## [Required work]
Give the records again exactly, but drop the pictures.

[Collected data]
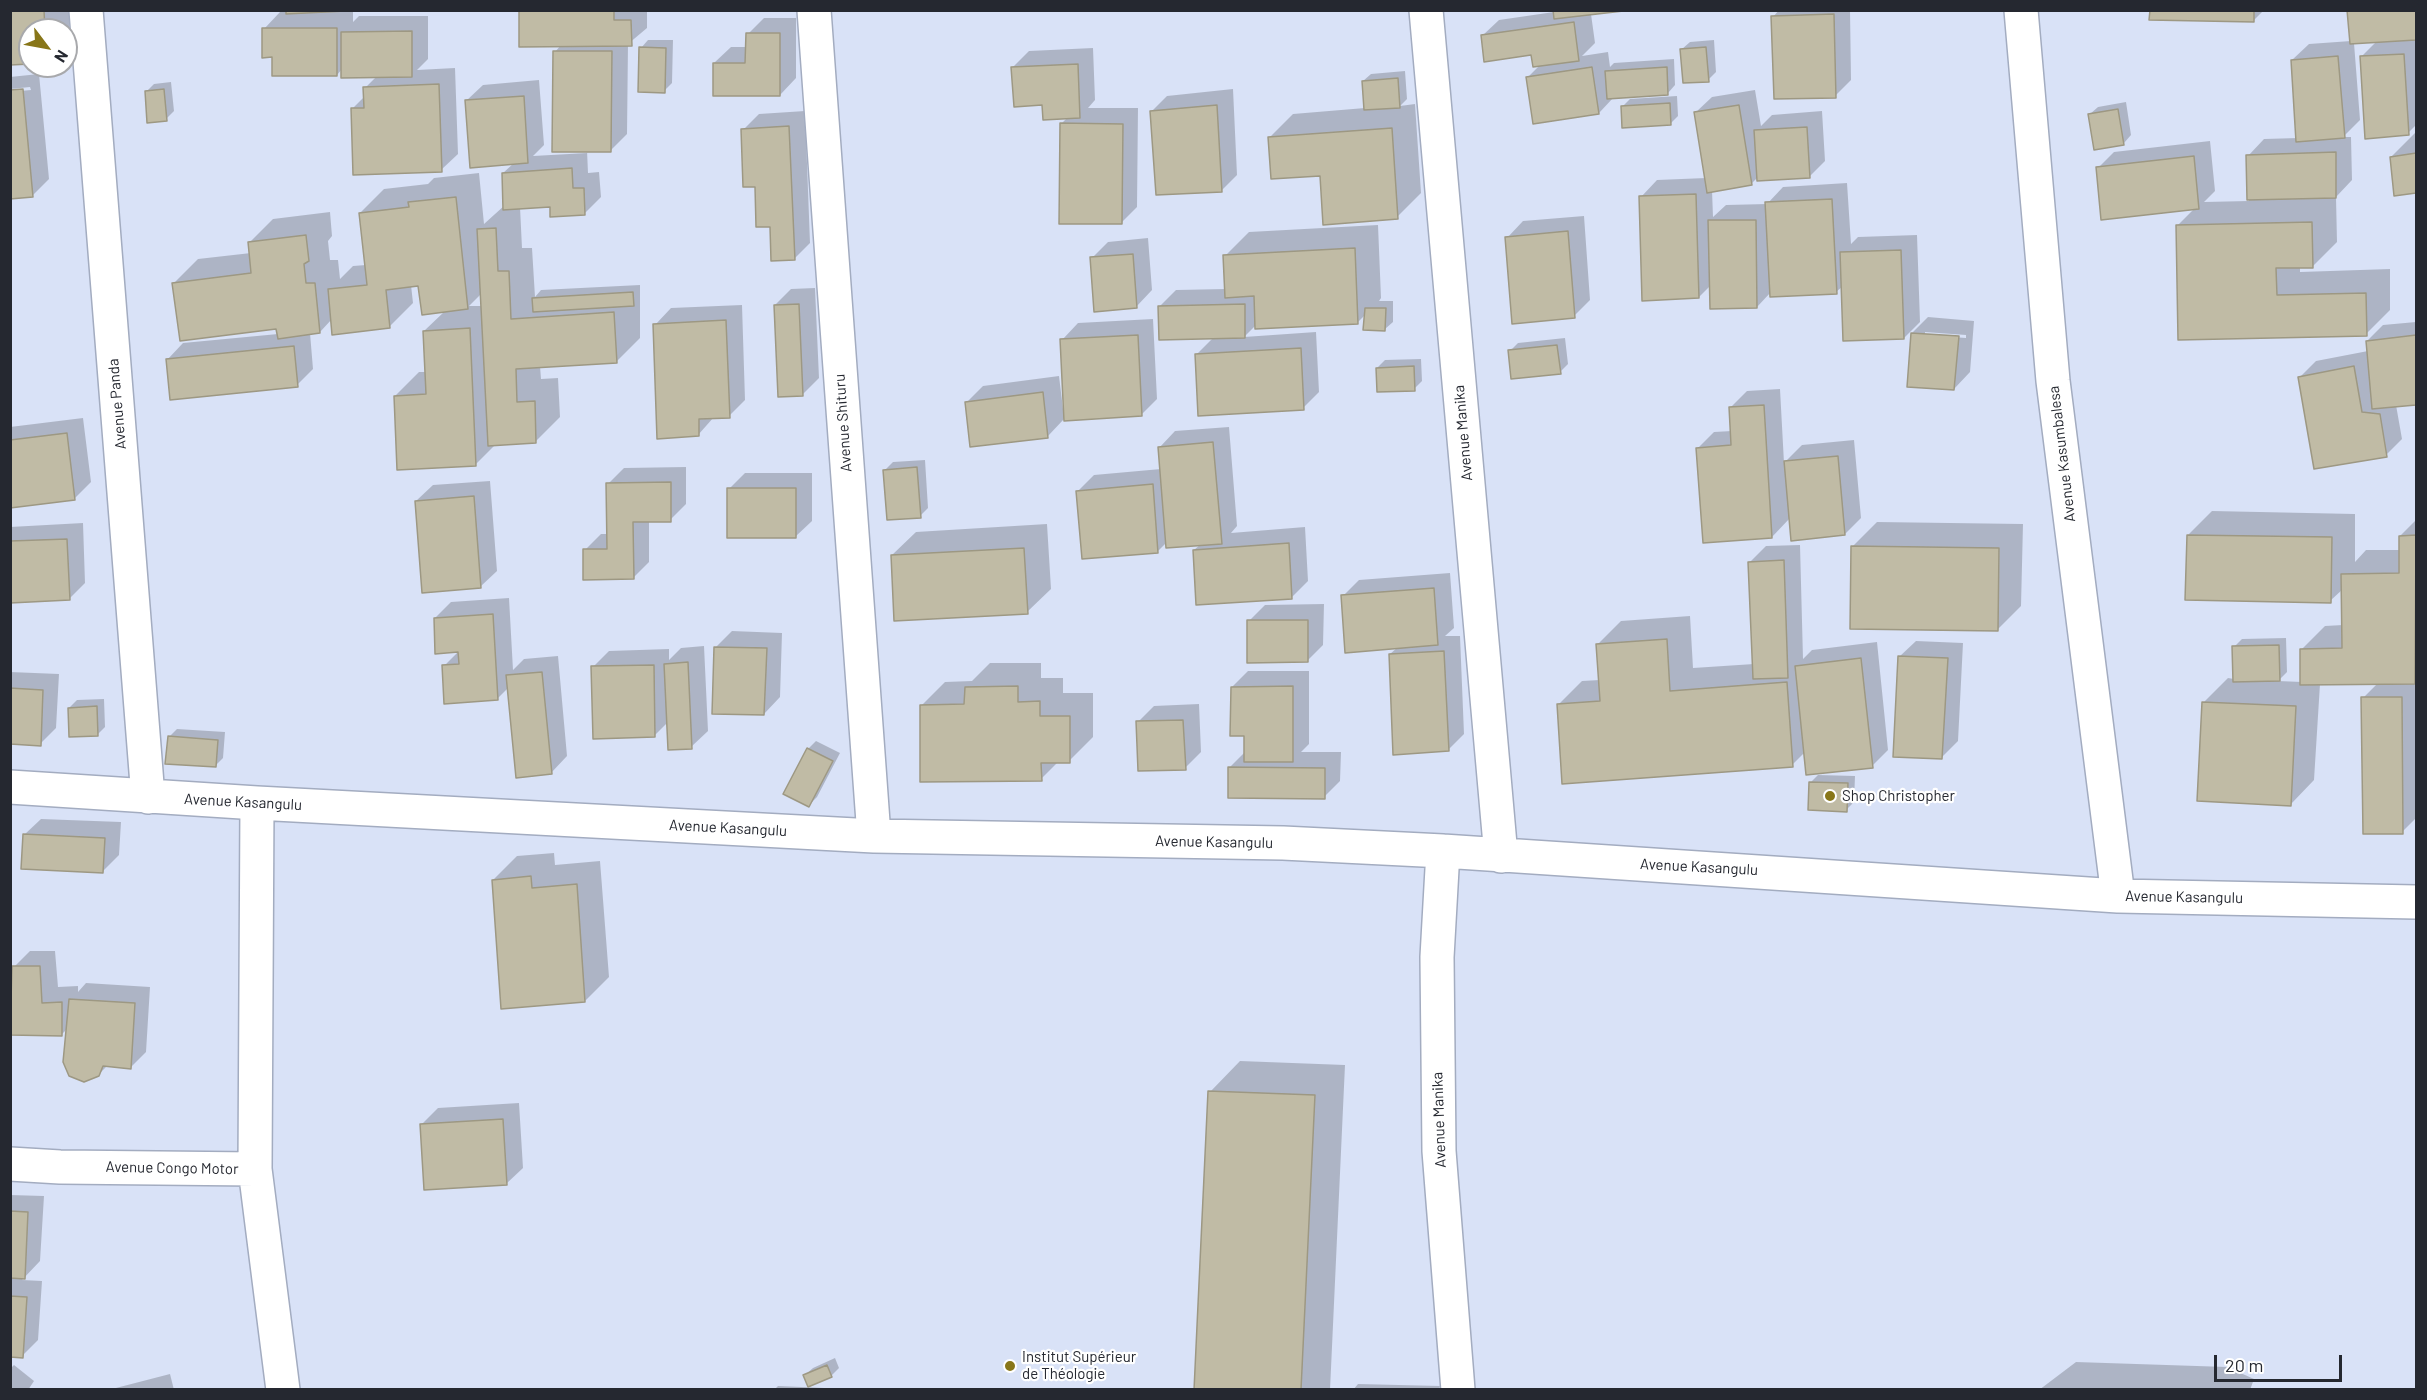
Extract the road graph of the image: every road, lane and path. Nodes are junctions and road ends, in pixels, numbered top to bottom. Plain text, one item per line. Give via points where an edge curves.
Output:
1 (86, 10) edge
2 (814, 10) edge
3 (1426, 10) edge
4 (2021, 10) edge
5 (10, 787) edge
6 (148, 797) junction
7 (257, 803) junction
8 (874, 836) junction
9 (1443, 851) junction
10 (1501, 856) junction
11 (2118, 896) junction
12 (2416, 902) edge
13 (10, 1164) edge
14 (255, 1169) junction
15 (283, 1389) edge
16 (1458, 1389) edge

1 - 6 street, Avenue Panda
2 - 8 street, Avenue Shituru
3 - 10 street, Avenue Manika
4 - 11 street, Avenue Kasumbalesa via 2053,381
5 - 6 street, Avenue Kasangulu
6 - 7 street, Avenue Kasangulu
7 - 8 street, Avenue Kasangulu
7 - 14 street
8 - 9 street, Avenue Kasangulu via 1283,843
9 - 10 street, Avenue Kasangulu
9 - 16 street, Avenue Manika via 1437,957 1438,1118
10 - 11 street, Avenue Kasangulu
11 - 12 street, Avenue Kasangulu
13 - 14 street, Avenue Congo Motor
14 - 15 street, Avenue Congo Motor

## [Answer to the problem]
Extract the road graph of the image: every road, lane and path. Nodes are junctions and road ends, in pixels, numbered top to bottom. Plain text, one item per line. Give via points where an edge curves.
Output:
1 (86, 10) edge
2 (814, 10) edge
3 (1426, 10) edge
4 (2021, 10) edge
5 (10, 787) edge
6 (148, 797) junction
7 (257, 803) junction
8 (874, 836) junction
9 (1443, 851) junction
10 (1501, 856) junction
11 (2118, 896) junction
12 (2416, 902) edge
13 (10, 1164) edge
14 (255, 1169) junction
15 (283, 1389) edge
16 (1458, 1389) edge

1 - 6 street, Avenue Panda
2 - 8 street, Avenue Shituru
3 - 10 street, Avenue Manika
4 - 11 street, Avenue Kasumbalesa via 2053,381
5 - 6 street, Avenue Kasangulu
6 - 7 street, Avenue Kasangulu
7 - 8 street, Avenue Kasangulu
7 - 14 street
8 - 9 street, Avenue Kasangulu via 1283,843
9 - 10 street, Avenue Kasangulu
9 - 16 street, Avenue Manika via 1437,957 1438,1118
10 - 11 street, Avenue Kasangulu
11 - 12 street, Avenue Kasangulu
13 - 14 street, Avenue Congo Motor
14 - 15 street, Avenue Congo Motor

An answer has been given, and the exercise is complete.